Could you transcribe every record below exactly as written, excluding the pictures?

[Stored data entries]
%%
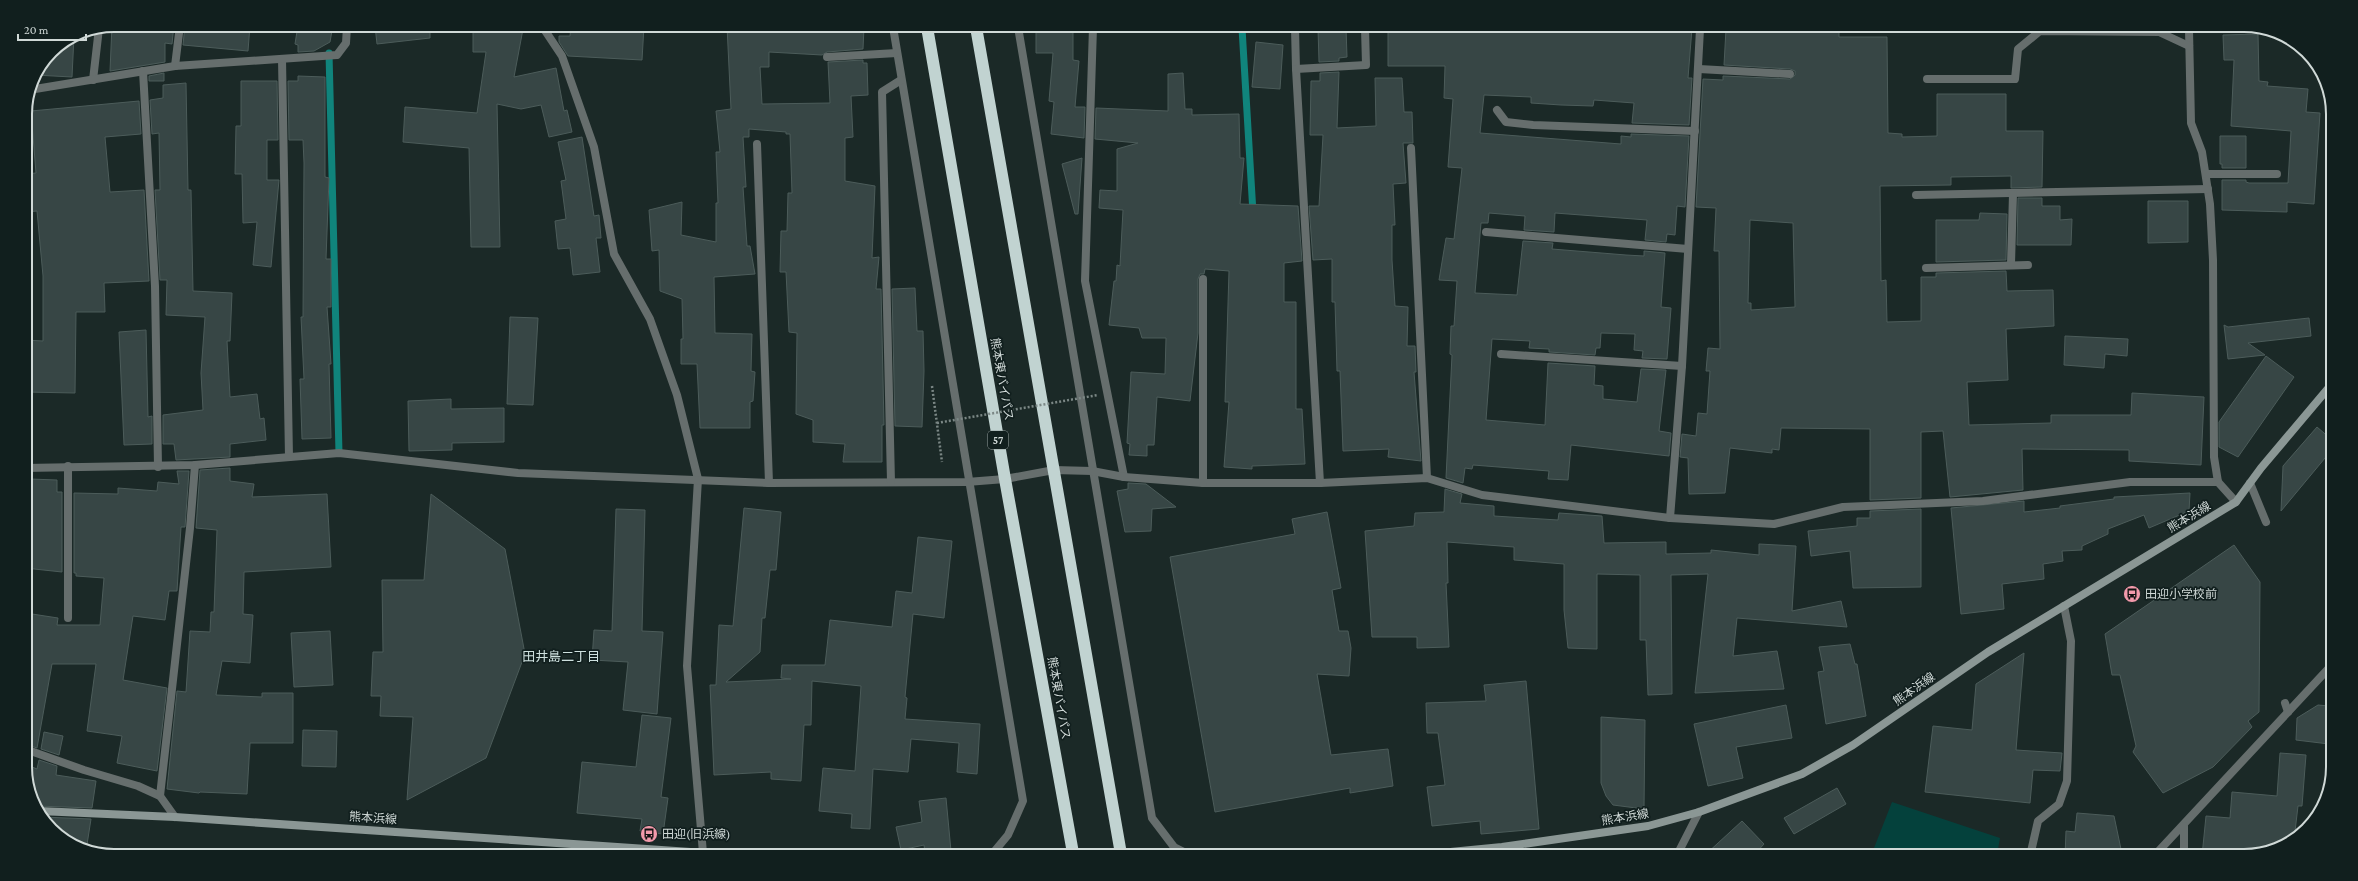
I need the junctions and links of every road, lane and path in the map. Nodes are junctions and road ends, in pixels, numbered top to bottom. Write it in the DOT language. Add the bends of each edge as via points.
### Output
graph roads {
  1 [pos="179,32"];
  2 [pos="347,32"];
  3 [pos="546,32"];
  4 [pos="894,32"];
  5 [pos="928,32"];
  6 [pos="977,32"];
  7 [pos="1019,32"];
  8 [pos="1093,32"];
  9 [pos="1295,32"];
  10 [pos="1365,32"];
  11 [pos="1700,32"];
  12 [pos="2039,32"];
  13 [pos="2159,32"];
  14 [pos="2189,32"];
  15 [pos="98,34"];
  16 [pos="2189,46"];
  17 [pos="897,53"];
  18 [pos="827,57"];
  19 [pos="282,59"];
  20 [pos="175,66"];
  21 [pos="1296,69"];
  22 [pos="1699,69"];
  23 [pos="143,71"];
  24 [pos="1790,74"];
  25 [pos="1927,79"];
  26 [pos="93,80"];
  27 [pos="901,80"];
  28 [pos="36,89"];
  29 [pos="1497,110"];
  30 [pos="1695,131"];
  31 [pos="757,144"];
  32 [pos="1411,148"];
  33 [pos="2206,174"];
  34 [pos="2277,174"];
  35 [pos="2208,189"];
  36 [pos="2013,194"];
  37 [pos="1916,195"];
  38 [pos="1486,232"];
  39 [pos="1688,249"];
  40 [pos="2011,264"];
  41 [pos="2028,265"];
  42 [pos="1926,268"];
  43 [pos="1203,279"];
  44 [pos="1501,354"];
  45 [pos="1682,366"];
  46 [pos="932,386"];
  47 [pos="2326,391"];
  48 [pos="1098,395"];
  49 [pos="937,423"];
  50 [pos="289,457"];
  51 [pos="942,462"];
  52 [pos="195,465"];
  53 [pos="68,466"];
  54 [pos="158,467"];
  55 [pos="32,468"];
  56 [pos="1054,470"];
  57 [pos="1092,470"];
  58 [pos="1124,477"];
  59 [pos="1427,478"];
  60 [pos="698,479"];
  61 [pos="1005,479"];
  62 [pos="891,482"];
  63 [pos="967,482"];
  64 [pos="2218,482"];
  65 [pos="769,483"];
  66 [pos="1202,483"];
  67 [pos="1320,483"];
  68 [pos="2250,483"];
  69 [pos="2236,502"];
  70 [pos="1670,518"];
  71 [pos="2266,522"];
  72 [pos="2064,606"];
  73 [pos="68,618"];
  74 [pos="2326,671"];
  75 [pos="2286,704"];
  76 [pos="2288,712"];
  77 [pos="32,751"];
  78 [pos="160,796"];
  79 [pos="45,811"];
  80 [pos="1699,812"];
  81 [pos="174,817"];
  82 [pos="2184,826"];
  83 [pos="645,849"];
  84 [pos="704,849"];
  85 [pos="996,849"];
  86 [pos="1072,849"];
  87 [pos="1120,849"];
  88 [pos="1178,849"];
  89 [pos="1481,849"];
  90 [pos="1680,849"];
  91 [pos="2032,849"];
  92 [pos="2161,849"];
  93 [pos="2184,849"];
  1 -- 20 [label="street"];
  2 -- 19 [label="street" via="346,43 338,55"];
  3 -- 60 [label="street" via="562,56 592,140 614,254 650,319 678,395"];
  4 -- 17 [label="street"];
  5 -- 61 [label="highway, 熊本東バイパス / 57"];
  6 -- 56 [label="highway"];
  7 -- 57 [label="street"];
  8 -- 58 [label="street" via="1085,280"];
  9 -- 21 [label="street"];
  10 -- 21 [label="street" via="1366,65"];
  11 -- 22 [label="street"];
  12 -- 25 [label="street" via="2018,49 2015,79"];
  13 -- 16 [label="street"];
  14 -- 16 [label="street"];
  15 -- 26 [label="street"];
  16 -- 33 [label="street" via="2191,123 2202,152"];
  17 -- 18 [label="street"];
  17 -- 27 [label="street"];
  19 -- 20 [label="street"];
  19 -- 50 [label="street"];
  20 -- 23 [label="street"];
  21 -- 67 [label="street"];
  22 -- 24 [label="street"];
  22 -- 30 [label="street"];
  23 -- 26 [label="street"];
  23 -- 54 [label="street" via="155,286"];
  26 -- 28 [label="street"];
  27 -- 62 [label="street" via="882,92"];
  27 -- 63 [label="street"];
  29 -- 30 [label="street" via="1506,122 1533,125"];
  30 -- 39 [label="street"];
  31 -- 65 [label="street"];
  32 -- 59 [label="street"];
  33 -- 34 [label="street"];
  33 -- 35 [label="street"];
  35 -- 36 [label="street"];
  35 -- 64 [label="street" via="2213,260 2214,457"];
  36 -- 37 [label="street"];
  36 -- 40 [label="street"];
  38 -- 39 [label="street"];
  39 -- 45 [label="street"];
  40 -- 41 [label="street"];
  40 -- 42 [label="street"];
  43 -- 66 [label="street"];
  44 -- 45 [label="street"];
  45 -- 70 [label="street"];
  46 -- 49 [label="path"];
  47 -- 68 [label="main road, 熊本浜線"];
  48 -- 49 [label="path, bridge"];
  49 -- 51 [label="path"];
  50 -- 52 [label="street"];
  50 -- 60 [label="street" via="339,453 518,472"];
  52 -- 54 [label="street"];
  52 -- 78 [label="street"];
  53 -- 54 [label="street"];
  53 -- 55 [label="street"];
  53 -- 73 [label="street"];
  56 -- 57 [label="street"];
  56 -- 61 [label="street"];
  56 -- 87 [label="highway"];
  57 -- 58 [label="street"];
  57 -- 88 [label="street" via="1152,818"];
  58 -- 66 [label="street"];
  59 -- 67 [label="street"];
  59 -- 70 [label="street" via="1482,495"];
  60 -- 65 [label="street"];
  60 -- 84 [label="street" via="687,666"];
  61 -- 63 [label="street"];
  61 -- 86 [label="highway, 熊本東バイパス / 57"];
  62 -- 63 [label="street"];
  62 -- 65 [label="street"];
  63 -- 85 [label="street" via="1023,801 1008,835"];
  64 -- 69 [label="street"];
  64 -- 70 [label="street" via="2130,482 1983,502 1844,507 1774,524"];
  66 -- 67 [label="street"];
  68 -- 69 [label="main road, 熊本浜線"];
  68 -- 71 [label="street"];
  69 -- 72 [label="main road, 熊本浜線"];
  72 -- 80 [label="main road, 熊本浜線" via="1988,652 1853,745 1815,767"];
  72 -- 91 [label="street" via="2071,641 2067,781 2059,804 2038,821"];
  74 -- 76 [label="street"];
  75 -- 76 [label="street"];
  76 -- 82 [label="street"];
  77 -- 78 [label="street" via="138,786"];
  78 -- 81 [label="street"];
  79 -- 81 [label="main road, 熊本浜線"];
  80 -- 89 [label="main road, 熊本浜線" via="1648,826"];
  80 -- 90 [label="street"];
  81 -- 83 [label="main road, 熊本浜線"];
  82 -- 92 [label="street"];
  82 -- 93 [label="street"];
}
%%
=== RESULT OF THIS TASK ===
I need the junctions and links of every road, lane and path in the map. Nodes are junctions and road ends, in pixels, numbered top to bottom. Write it in the DOT language. Add the bends of each edge as via points.
### Output
graph roads {
  1 [pos="179,32"];
  2 [pos="347,32"];
  3 [pos="546,32"];
  4 [pos="894,32"];
  5 [pos="928,32"];
  6 [pos="977,32"];
  7 [pos="1019,32"];
  8 [pos="1093,32"];
  9 [pos="1295,32"];
  10 [pos="1365,32"];
  11 [pos="1700,32"];
  12 [pos="2039,32"];
  13 [pos="2159,32"];
  14 [pos="2189,32"];
  15 [pos="98,34"];
  16 [pos="2189,46"];
  17 [pos="897,53"];
  18 [pos="827,57"];
  19 [pos="282,59"];
  20 [pos="175,66"];
  21 [pos="1296,69"];
  22 [pos="1699,69"];
  23 [pos="143,71"];
  24 [pos="1790,74"];
  25 [pos="1927,79"];
  26 [pos="93,80"];
  27 [pos="901,80"];
  28 [pos="36,89"];
  29 [pos="1497,110"];
  30 [pos="1695,131"];
  31 [pos="757,144"];
  32 [pos="1411,148"];
  33 [pos="2206,174"];
  34 [pos="2277,174"];
  35 [pos="2208,189"];
  36 [pos="2013,194"];
  37 [pos="1916,195"];
  38 [pos="1486,232"];
  39 [pos="1688,249"];
  40 [pos="2011,264"];
  41 [pos="2028,265"];
  42 [pos="1926,268"];
  43 [pos="1203,279"];
  44 [pos="1501,354"];
  45 [pos="1682,366"];
  46 [pos="932,386"];
  47 [pos="2326,391"];
  48 [pos="1098,395"];
  49 [pos="937,423"];
  50 [pos="289,457"];
  51 [pos="942,462"];
  52 [pos="195,465"];
  53 [pos="68,466"];
  54 [pos="158,467"];
  55 [pos="32,468"];
  56 [pos="1054,470"];
  57 [pos="1092,470"];
  58 [pos="1124,477"];
  59 [pos="1427,478"];
  60 [pos="698,479"];
  61 [pos="1005,479"];
  62 [pos="891,482"];
  63 [pos="967,482"];
  64 [pos="2218,482"];
  65 [pos="769,483"];
  66 [pos="1202,483"];
  67 [pos="1320,483"];
  68 [pos="2250,483"];
  69 [pos="2236,502"];
  70 [pos="1670,518"];
  71 [pos="2266,522"];
  72 [pos="2064,606"];
  73 [pos="68,618"];
  74 [pos="2326,671"];
  75 [pos="2286,704"];
  76 [pos="2288,712"];
  77 [pos="32,751"];
  78 [pos="160,796"];
  79 [pos="45,811"];
  80 [pos="1699,812"];
  81 [pos="174,817"];
  82 [pos="2184,826"];
  83 [pos="645,849"];
  84 [pos="704,849"];
  85 [pos="996,849"];
  86 [pos="1072,849"];
  87 [pos="1120,849"];
  88 [pos="1178,849"];
  89 [pos="1481,849"];
  90 [pos="1680,849"];
  91 [pos="2032,849"];
  92 [pos="2161,849"];
  93 [pos="2184,849"];
  1 -- 20 [label="street"];
  2 -- 19 [label="street" via="346,43 338,55"];
  3 -- 60 [label="street" via="562,56 592,140 614,254 650,319 678,395"];
  4 -- 17 [label="street"];
  5 -- 61 [label="highway, 熊本東バイパス / 57"];
  6 -- 56 [label="highway"];
  7 -- 57 [label="street"];
  8 -- 58 [label="street" via="1085,280"];
  9 -- 21 [label="street"];
  10 -- 21 [label="street" via="1366,65"];
  11 -- 22 [label="street"];
  12 -- 25 [label="street" via="2018,49 2015,79"];
  13 -- 16 [label="street"];
  14 -- 16 [label="street"];
  15 -- 26 [label="street"];
  16 -- 33 [label="street" via="2191,123 2202,152"];
  17 -- 18 [label="street"];
  17 -- 27 [label="street"];
  19 -- 20 [label="street"];
  19 -- 50 [label="street"];
  20 -- 23 [label="street"];
  21 -- 67 [label="street"];
  22 -- 24 [label="street"];
  22 -- 30 [label="street"];
  23 -- 26 [label="street"];
  23 -- 54 [label="street" via="155,286"];
  26 -- 28 [label="street"];
  27 -- 62 [label="street" via="882,92"];
  27 -- 63 [label="street"];
  29 -- 30 [label="street" via="1506,122 1533,125"];
  30 -- 39 [label="street"];
  31 -- 65 [label="street"];
  32 -- 59 [label="street"];
  33 -- 34 [label="street"];
  33 -- 35 [label="street"];
  35 -- 36 [label="street"];
  35 -- 64 [label="street" via="2213,260 2214,457"];
  36 -- 37 [label="street"];
  36 -- 40 [label="street"];
  38 -- 39 [label="street"];
  39 -- 45 [label="street"];
  40 -- 41 [label="street"];
  40 -- 42 [label="street"];
  43 -- 66 [label="street"];
  44 -- 45 [label="street"];
  45 -- 70 [label="street"];
  46 -- 49 [label="path"];
  47 -- 68 [label="main road, 熊本浜線"];
  48 -- 49 [label="path, bridge"];
  49 -- 51 [label="path"];
  50 -- 52 [label="street"];
  50 -- 60 [label="street" via="339,453 518,472"];
  52 -- 54 [label="street"];
  52 -- 78 [label="street"];
  53 -- 54 [label="street"];
  53 -- 55 [label="street"];
  53 -- 73 [label="street"];
  56 -- 57 [label="street"];
  56 -- 61 [label="street"];
  56 -- 87 [label="highway"];
  57 -- 58 [label="street"];
  57 -- 88 [label="street" via="1152,818"];
  58 -- 66 [label="street"];
  59 -- 67 [label="street"];
  59 -- 70 [label="street" via="1482,495"];
  60 -- 65 [label="street"];
  60 -- 84 [label="street" via="687,666"];
  61 -- 63 [label="street"];
  61 -- 86 [label="highway, 熊本東バイパス / 57"];
  62 -- 63 [label="street"];
  62 -- 65 [label="street"];
  63 -- 85 [label="street" via="1023,801 1008,835"];
  64 -- 69 [label="street"];
  64 -- 70 [label="street" via="2130,482 1983,502 1844,507 1774,524"];
  66 -- 67 [label="street"];
  68 -- 69 [label="main road, 熊本浜線"];
  68 -- 71 [label="street"];
  69 -- 72 [label="main road, 熊本浜線"];
  72 -- 80 [label="main road, 熊本浜線" via="1988,652 1853,745 1815,767"];
  72 -- 91 [label="street" via="2071,641 2067,781 2059,804 2038,821"];
  74 -- 76 [label="street"];
  75 -- 76 [label="street"];
  76 -- 82 [label="street"];
  77 -- 78 [label="street" via="138,786"];
  78 -- 81 [label="street"];
  79 -- 81 [label="main road, 熊本浜線"];
  80 -- 89 [label="main road, 熊本浜線" via="1648,826"];
  80 -- 90 [label="street"];
  81 -- 83 [label="main road, 熊本浜線"];
  82 -- 92 [label="street"];
  82 -- 93 [label="street"];
}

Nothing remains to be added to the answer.